Cycling route in Washington and Alaska in the United States

U.S. Bicycle Route 87 (USBR 87) is a U.S. Numbered Bicycle Route in Washington and Alaska in the United States, that is planned to extend south along the West Coast to California. As of 2017, the segments in northern Washington and southeastern Alaska have been added to the system, running a total of 87 mi.

==Route description==
The Alaska segment runs between Skagway and the Canada–US border near Carcross, Yukon, along the Klondike Highway. It was approved by AASHTO in early May 2011, making it one of the first expansions of the U.S. Bike Route system since 1982. It is planned to eventually follow the Alaska Marine Highway from Skagway to Bellingham, Washington.
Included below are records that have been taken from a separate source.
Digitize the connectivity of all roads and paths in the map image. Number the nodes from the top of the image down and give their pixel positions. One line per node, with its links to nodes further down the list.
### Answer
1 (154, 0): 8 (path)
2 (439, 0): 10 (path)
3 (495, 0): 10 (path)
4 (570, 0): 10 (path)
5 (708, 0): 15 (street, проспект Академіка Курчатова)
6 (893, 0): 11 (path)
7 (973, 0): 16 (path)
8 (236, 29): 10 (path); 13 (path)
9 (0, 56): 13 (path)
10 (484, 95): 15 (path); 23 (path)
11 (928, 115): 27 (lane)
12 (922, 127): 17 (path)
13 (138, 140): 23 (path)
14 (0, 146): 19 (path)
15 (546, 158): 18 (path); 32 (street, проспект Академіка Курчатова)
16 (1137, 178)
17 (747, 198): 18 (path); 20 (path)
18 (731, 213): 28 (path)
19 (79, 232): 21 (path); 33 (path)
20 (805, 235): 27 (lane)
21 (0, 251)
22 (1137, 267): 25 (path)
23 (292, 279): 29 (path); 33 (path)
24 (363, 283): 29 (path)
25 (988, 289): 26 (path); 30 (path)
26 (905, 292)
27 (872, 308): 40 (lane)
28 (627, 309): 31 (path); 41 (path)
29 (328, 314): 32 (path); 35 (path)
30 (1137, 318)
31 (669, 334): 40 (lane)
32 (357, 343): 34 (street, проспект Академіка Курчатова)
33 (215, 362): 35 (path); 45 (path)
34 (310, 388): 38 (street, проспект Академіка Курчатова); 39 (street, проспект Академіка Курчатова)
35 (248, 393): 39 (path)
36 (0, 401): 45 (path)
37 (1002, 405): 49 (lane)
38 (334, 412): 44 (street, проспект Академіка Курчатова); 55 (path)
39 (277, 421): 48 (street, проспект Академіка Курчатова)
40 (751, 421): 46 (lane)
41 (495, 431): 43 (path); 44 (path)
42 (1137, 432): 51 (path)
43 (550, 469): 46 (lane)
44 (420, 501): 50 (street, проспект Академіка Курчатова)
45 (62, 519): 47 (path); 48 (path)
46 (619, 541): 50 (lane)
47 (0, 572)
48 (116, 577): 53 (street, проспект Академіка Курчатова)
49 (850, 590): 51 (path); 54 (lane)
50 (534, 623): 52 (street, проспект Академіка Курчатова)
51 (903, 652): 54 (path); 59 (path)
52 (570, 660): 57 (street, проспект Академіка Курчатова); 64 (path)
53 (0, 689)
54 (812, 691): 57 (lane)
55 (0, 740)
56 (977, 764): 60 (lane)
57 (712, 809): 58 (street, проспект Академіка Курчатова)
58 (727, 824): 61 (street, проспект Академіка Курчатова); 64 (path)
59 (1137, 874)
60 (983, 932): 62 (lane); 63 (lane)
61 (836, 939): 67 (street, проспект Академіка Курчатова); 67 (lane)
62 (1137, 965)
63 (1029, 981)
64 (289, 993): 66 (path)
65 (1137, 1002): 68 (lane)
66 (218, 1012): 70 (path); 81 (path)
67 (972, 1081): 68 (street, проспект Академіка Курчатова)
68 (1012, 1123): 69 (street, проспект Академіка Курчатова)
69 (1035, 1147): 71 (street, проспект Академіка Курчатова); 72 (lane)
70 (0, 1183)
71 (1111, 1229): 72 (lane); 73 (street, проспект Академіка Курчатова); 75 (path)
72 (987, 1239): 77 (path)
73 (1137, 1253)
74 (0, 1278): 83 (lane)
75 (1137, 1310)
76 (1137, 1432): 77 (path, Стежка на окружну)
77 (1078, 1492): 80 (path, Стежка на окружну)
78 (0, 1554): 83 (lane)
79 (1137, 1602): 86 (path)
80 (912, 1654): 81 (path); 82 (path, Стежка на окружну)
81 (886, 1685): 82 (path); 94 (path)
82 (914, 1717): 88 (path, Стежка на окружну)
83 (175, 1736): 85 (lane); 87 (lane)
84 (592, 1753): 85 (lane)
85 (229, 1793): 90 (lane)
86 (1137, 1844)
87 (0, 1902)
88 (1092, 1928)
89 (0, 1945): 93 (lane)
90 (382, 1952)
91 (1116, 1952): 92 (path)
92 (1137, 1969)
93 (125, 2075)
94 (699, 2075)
The Washington segment was designated in 2017 and runs north from the Skagit–Snohomish county line to the Canadian border at Sumas. It follows State Route 9 to Sedro-Woolley, where it intersects USBR 10 and turns northwestward towards Interstate 5 and Lake Samish. The route continues into Fairhaven and Bellingham, passing the Alaska Marine Highway terminal and downtown Bellingham, before turning northeast towards Everson. In nearby Nooksack, USBR 87 rejoins State Route 9, following the highway to Sumas.